Kratos on DLSS
It’s still super weird to boot up what is ostensibly a “PlayStation game,” then see the Xbox controller prompts on-screen, baked in. What a wild world!
But here we are with Sony dabbling in the PC realm. We’ve been here once before with Horizon Zero Dawn, and now we’re entering the mythological realm of God of War 2018.
It goes without saying that if you haven’t played the new God of War yet, you probably should. It’s hard to say anything new about it four years after the fact, but it’s an addicting, tempered, semi-open action romp; with just enough to do to keep most people satisfied without resorting to open-world dullness and oodles of pins. It’s also true to form when it comes to the action pedigree of a few of the best games in the series.
Sony could have chosen any number of other busy “go to these billions of pins” open-world games in a bid for another PC port to add to the pile, but they instead picked God of War, and I couldn’t be happier. If you haven’t played it yet, without spoiling anything, this romp brings Kratos back into the fold in a meaningful way, while curbing the many sins of modern open-world game design.
Instead of throwing lifeless hubs and sandboxes your way, God of War has a central zone that’s semi-open, but deliberate in concept and design. From there you can venture off into several “spokes” on the wheel of that hub, all of which have a similar flow to them. All the while, you’ll be slashing things up and potentially taking on endgame superbosses, as you beef up Kratos.
I got lost in it all over again on PC. After the sullen intro it’s off to the races, as Kratos gets embroiled in yet another god-level conflict: this time with his son, Atreus, who accompanies you as an AI archer companion. While I was extremely skeptical of the cloying nature of a relationship like this, especially in a series that’s not particularly known for hitting emotional beats, I was pleasantly surprised at how it was handled. Again, God of War nails so many things that it almost had no right to nail.
As far as the PC port goes, God of War has a suite of options, which you can check out in the gallery below — including the keyboard layout. Everything from instant monitor swaps are in (which a lot of games forget), as well as sliders for aspect ratio, Vsync, motion blur, film grain, and myriad accessibility controls (like altering the way some prompts work, and enabling auto-sprinting so you aren’t constantly pressing the button for it). Texture quality is variable with seven components, including the option to change up shadows, which is going to be useful for older machines.
God of War PC also supports DLSS 2.0, which uses Nvidia’s self-described “deep learning neural network to boost framerates,” which I was able to test on an RTX 2080 Super. The DLSS slider includes “ultra, performance, balanced, quality (and off)” options. My experience with DLSS was extremely smooth. Setting it to ultra, the game looked sharp and crisp, while maintaining at least 100 FPS basically at all times during gameplay: it benefits from an uncapped framerate. The top-end of God of War PC, on ultra settings, is 4K at 60 FPS.
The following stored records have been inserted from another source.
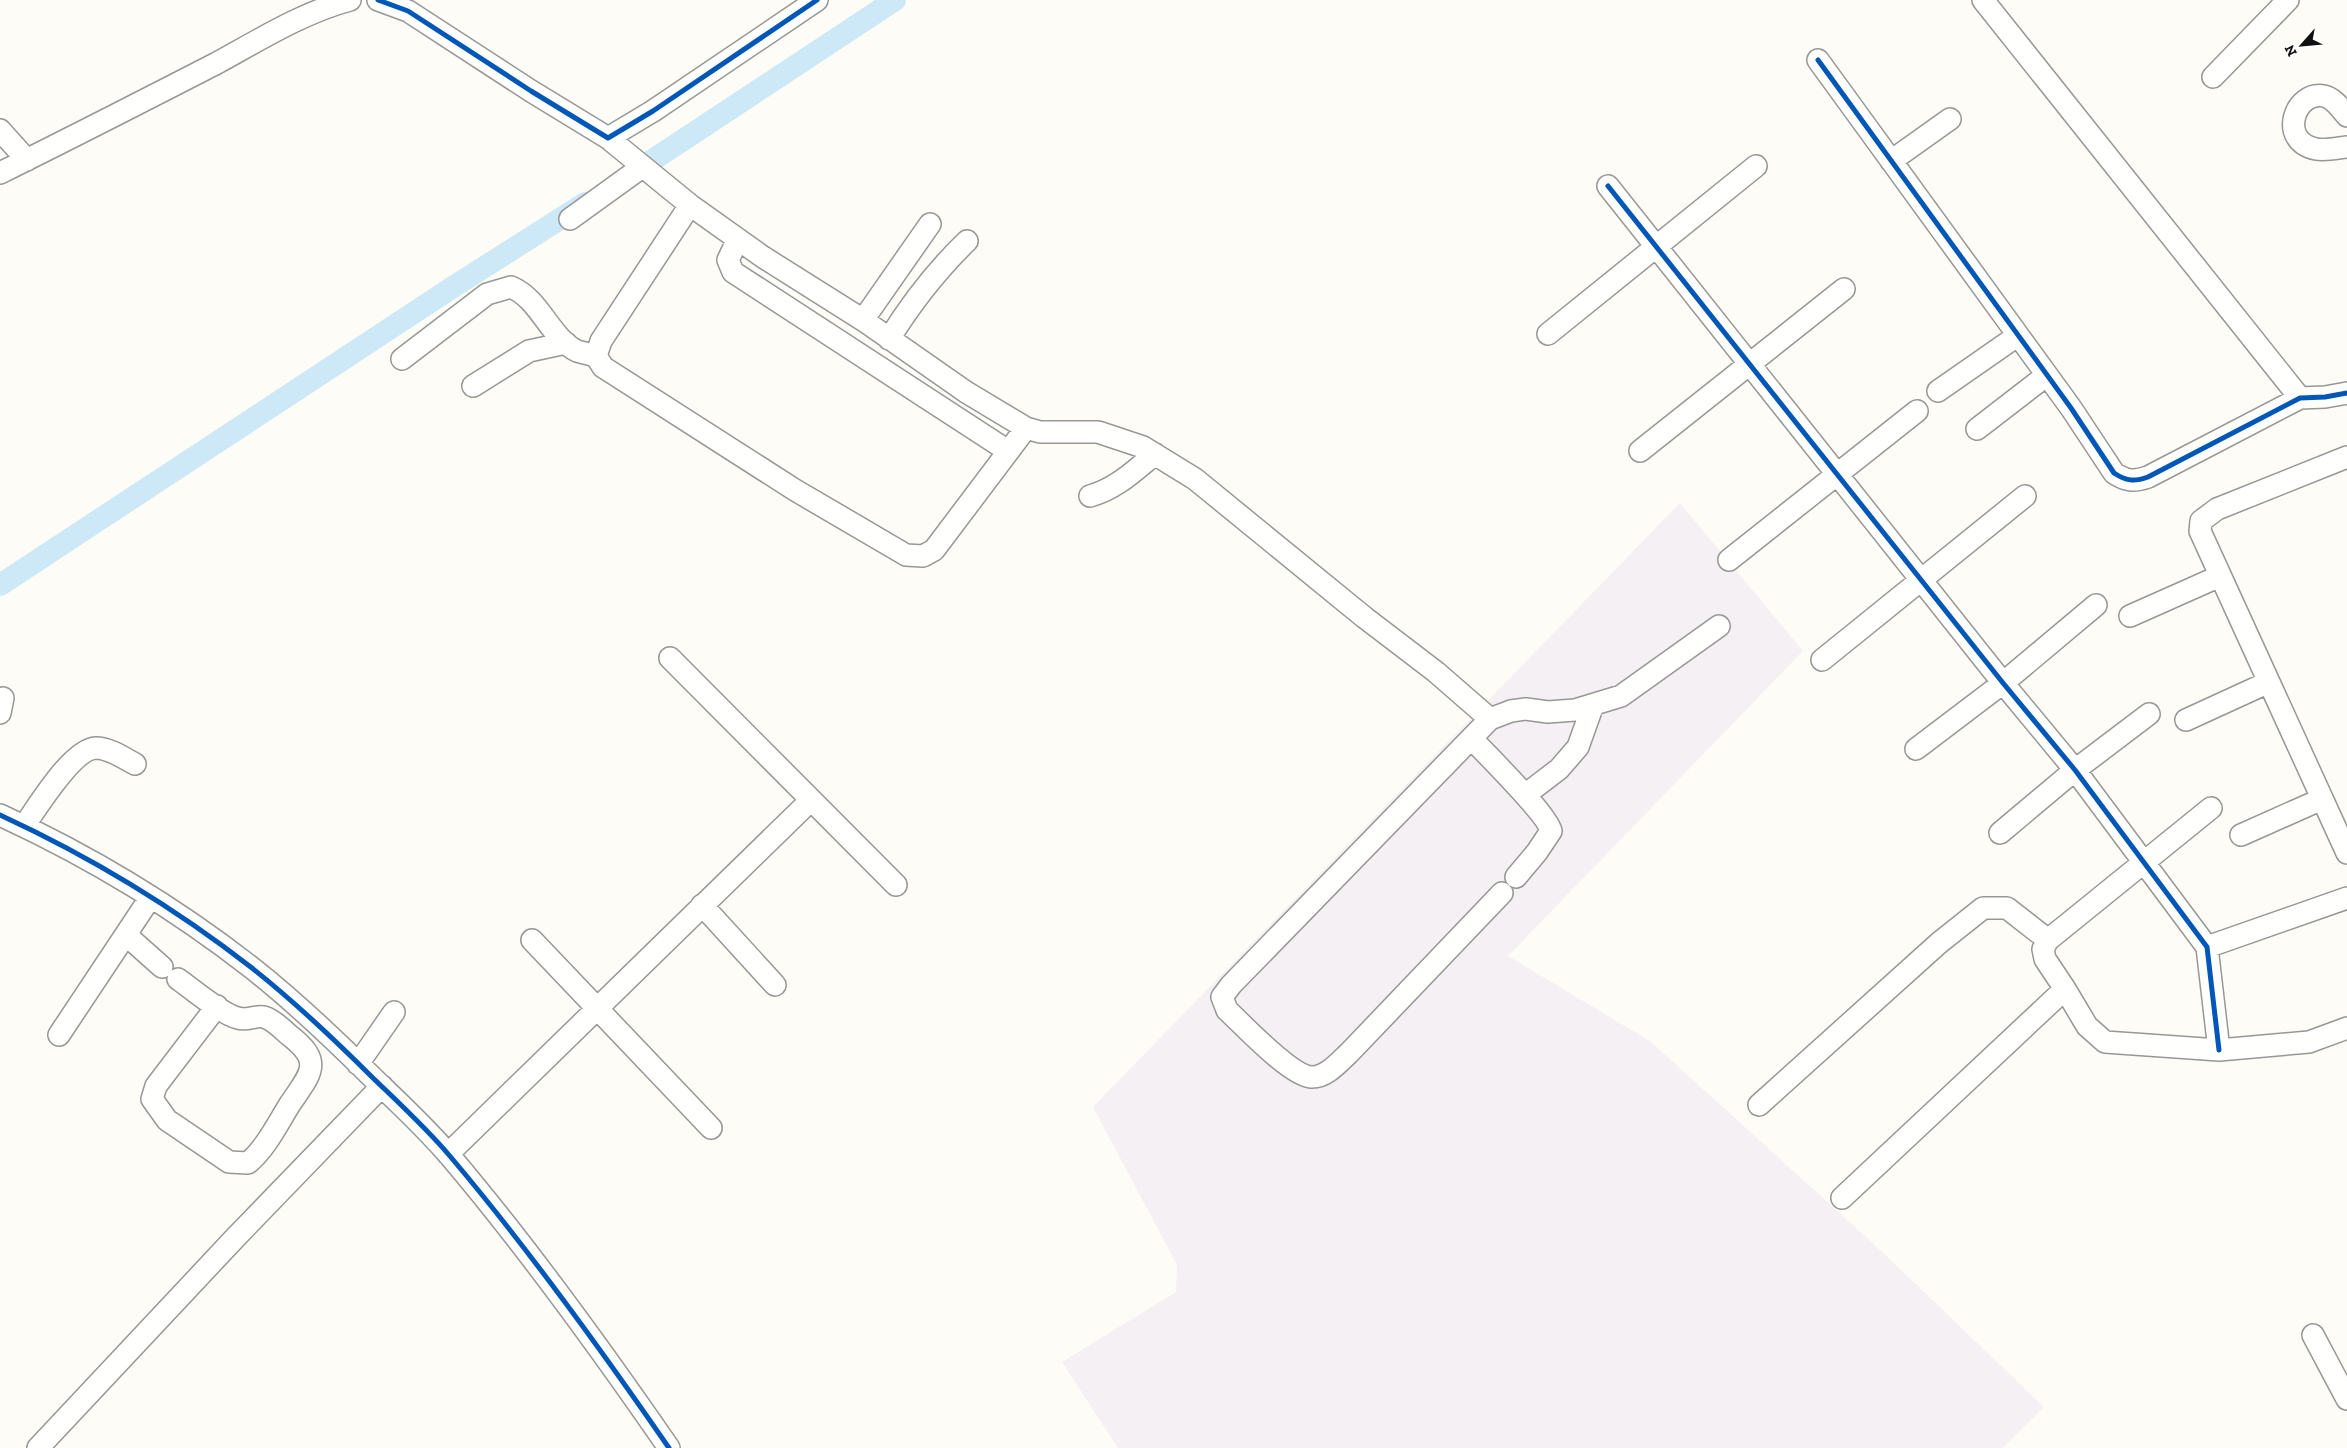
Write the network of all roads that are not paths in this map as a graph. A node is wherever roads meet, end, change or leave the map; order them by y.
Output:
1 (350, 0) edge
2 (378, 0) edge
3 (817, 0) edge
4 (1983, 0) edge
5 (2288, 0) edge
6 (1818, 60) dead end
7 (2213, 77) dead end
8 (2347, 116) edge
9 (1950, 119) dead end
10 (0, 130) edge
11 (2347, 147) edge
12 (625, 152) junction
13 (27, 160) junction
14 (1891, 161) junction
15 (1756, 166) dead end
16 (0, 173) edge
17 (1608, 186) dead end
18 (690, 205) junction
19 (570, 219) dead end
20 (930, 224) dead end
21 (738, 239) junction
22 (967, 241) dead end
23 (1657, 248) junction
24 (1844, 289) dead end
25 (863, 320) junction
26 (1548, 334) dead end
27 (2018, 336) junction
28 (889, 339) junction
29 (566, 343) junction
30 (596, 356) junction
31 (402, 359) dead end
32 (1750, 364) junction
33 (2047, 375) junction
34 (474, 386) dead end
35 (1938, 391) dead end
36 (2347, 393) edge
37 (2300, 398) junction
38 (1917, 411) dead end
39 (1026, 428) junction
40 (1977, 429) dead end
41 (1640, 451) dead end
42 (1008, 452) junction
43 (1154, 454) junction
44 (2347, 457) edge
45 (1837, 474) junction
46 (1090, 496) dead end
47 (2024, 496) dead end
48 (1730, 560) dead end
49 (2220, 576) junction
50 (1920, 580) junction
51 (2096, 605) dead end
52 (2130, 616) dead end
53 (1718, 626) dead end
54 (670, 658) dead end
55 (1822, 660) dead end
56 (2268, 682) junction
57 (2003, 683) junction
58 (1593, 705) junction
59 (2149, 714) dead end
60 (1490, 719) junction
61 (2186, 720) dead end
62 (1472, 739) junction
63 (1916, 750) dead end
64 (135, 764) dead end
65 (2075, 770) junction
66 (1525, 795) junction
67 (2322, 799) junction
68 (811, 800) junction
69 (2211, 808) dead end
70 (0, 815) edge
71 (24, 826) junction
72 (2000, 833) dead end
73 (2241, 835) dead end
74 (2347, 853) edge
75 (2144, 864) junction
76 (1516, 876) dead end
77 (896, 885) dead end
78 (1502, 893) dead end
79 (150, 898) junction
80 (2347, 898) edge
81 (702, 905) junction
82 (126, 935) junction
83 (532, 940) dead end
84 (2048, 940) junction
85 (2207, 947) junction
86 (775, 984) dead end
87 (2066, 989) junction
88 (217, 1006) junction
89 (597, 1009) junction
90 (394, 1012) dead end
91 (2347, 1028) edge
92 (59, 1035) dead end
93 (2219, 1050) junction
94 (358, 1064) junction
95 (382, 1086) junction
96 (1760, 1105) dead end
97 (711, 1128) dead end
98 (448, 1154) junction
99 (1842, 1198) dead end
100 (2313, 1335) dead end
101 (2347, 1399) edge
102 (38, 1448) edge
103 (669, 1448) edge

1 - 13 street
2 - 12 street
3 - 12 street
4 - 37 street
5 - 7 street
6 - 14 street
8 - 11 street
9 - 14 street
10 - 13 street
12 - 18 street
12 - 19 street
13 - 16 street
14 - 27 street
15 - 23 street
17 - 23 street
18 - 21 street
18 - 30 street
20 - 25 street
21 - 25 street
21 - 42 street
22 - 28 street
23 - 26 street
23 - 32 street
24 - 32 street
25 - 28 street
27 - 33 street
27 - 35 street
28 - 39 street
29 - 30 street
29 - 31 street
29 - 34 street
30 - 42 street
32 - 41 street
32 - 45 street
33 - 37 street
33 - 40 street
36 - 37 street
38 - 45 street
39 - 42 street
39 - 43 street
43 - 46 street
43 - 60 street
44 - 49 street
45 - 48 street
45 - 50 street
47 - 50 street
49 - 52 street
49 - 56 street
50 - 55 street
50 - 57 street
51 - 57 street
53 - 58 street
54 - 68 street
56 - 61 street
56 - 67 street
57 - 63 street
57 - 65 street
58 - 60 street
58 - 66 street
59 - 65 street
60 - 62 street
62 - 66 street
62 - 78 street
64 - 71 street
65 - 72 street
65 - 75 street
66 - 76 street
67 - 73 street
67 - 74 street
68 - 77 street
68 - 81 street
69 - 75 street
70 - 71 street
71 - 79 street
75 - 84 street
75 - 85 street
79 - 82 street
79 - 94 street
80 - 85 street
81 - 86 street
81 - 89 street
82 - 88 street
82 - 92 street
83 - 89 street
84 - 87 street
84 - 96 street
85 - 93 street
87 - 93 street
87 - 99 street
88 - 88 street
89 - 97 street
89 - 98 street
90 - 94 street
91 - 93 street
94 - 95 street
95 - 98 street
95 - 102 street
98 - 103 street
100 - 101 street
Based on my personal experience, this port is smoother than the Horizon Zero Dawn PC project was at launch. Unless there are some inherent issues with certain types of machines, God of War is an easy recommendation if you’re looking to get in for the first time on PC, or want to relive it after playing it on PlayStation.
[These impressions are based on a retail build of the game provided by the publisher.]